PROBLEM DESCRIPTION
Using the records below, find every line that includes "image" and copy it.

DATASET ENTRIES
-.-.-
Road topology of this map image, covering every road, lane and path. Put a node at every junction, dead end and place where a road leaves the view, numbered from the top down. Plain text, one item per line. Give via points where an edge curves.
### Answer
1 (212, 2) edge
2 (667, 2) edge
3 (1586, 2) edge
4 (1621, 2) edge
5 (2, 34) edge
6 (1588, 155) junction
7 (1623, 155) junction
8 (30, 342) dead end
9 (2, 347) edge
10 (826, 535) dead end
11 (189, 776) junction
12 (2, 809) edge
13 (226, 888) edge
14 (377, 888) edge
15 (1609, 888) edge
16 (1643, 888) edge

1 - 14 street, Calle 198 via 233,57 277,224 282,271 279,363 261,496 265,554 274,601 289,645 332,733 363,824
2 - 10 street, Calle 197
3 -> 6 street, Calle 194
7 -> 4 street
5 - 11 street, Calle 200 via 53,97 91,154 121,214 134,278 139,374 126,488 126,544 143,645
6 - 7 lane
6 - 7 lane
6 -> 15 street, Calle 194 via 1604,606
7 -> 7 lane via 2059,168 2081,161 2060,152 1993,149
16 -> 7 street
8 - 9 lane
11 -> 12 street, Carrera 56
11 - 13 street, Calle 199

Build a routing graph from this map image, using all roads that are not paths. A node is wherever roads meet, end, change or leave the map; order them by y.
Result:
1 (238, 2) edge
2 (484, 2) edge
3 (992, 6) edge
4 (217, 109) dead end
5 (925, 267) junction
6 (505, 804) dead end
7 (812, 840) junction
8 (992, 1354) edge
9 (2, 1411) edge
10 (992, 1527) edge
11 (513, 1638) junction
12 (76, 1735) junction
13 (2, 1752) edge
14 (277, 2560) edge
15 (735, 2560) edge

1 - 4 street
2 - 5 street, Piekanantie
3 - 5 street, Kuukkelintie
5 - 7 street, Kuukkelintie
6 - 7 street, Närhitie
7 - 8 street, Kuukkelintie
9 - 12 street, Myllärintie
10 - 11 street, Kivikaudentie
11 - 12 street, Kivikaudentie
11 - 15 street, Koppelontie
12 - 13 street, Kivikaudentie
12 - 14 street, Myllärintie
-.-.-
REPLY
Road topology of this map image, covering every road, lane and path. Put a node at every junction, dead end and place where a road leaves the view, numbered from the top down. Plain text, one item per line. Give via points where an edge curves.
Build a routing graph from this map image, using all roads that are not paths. A node is wherever roads meet, end, change or leave the map; order them by y.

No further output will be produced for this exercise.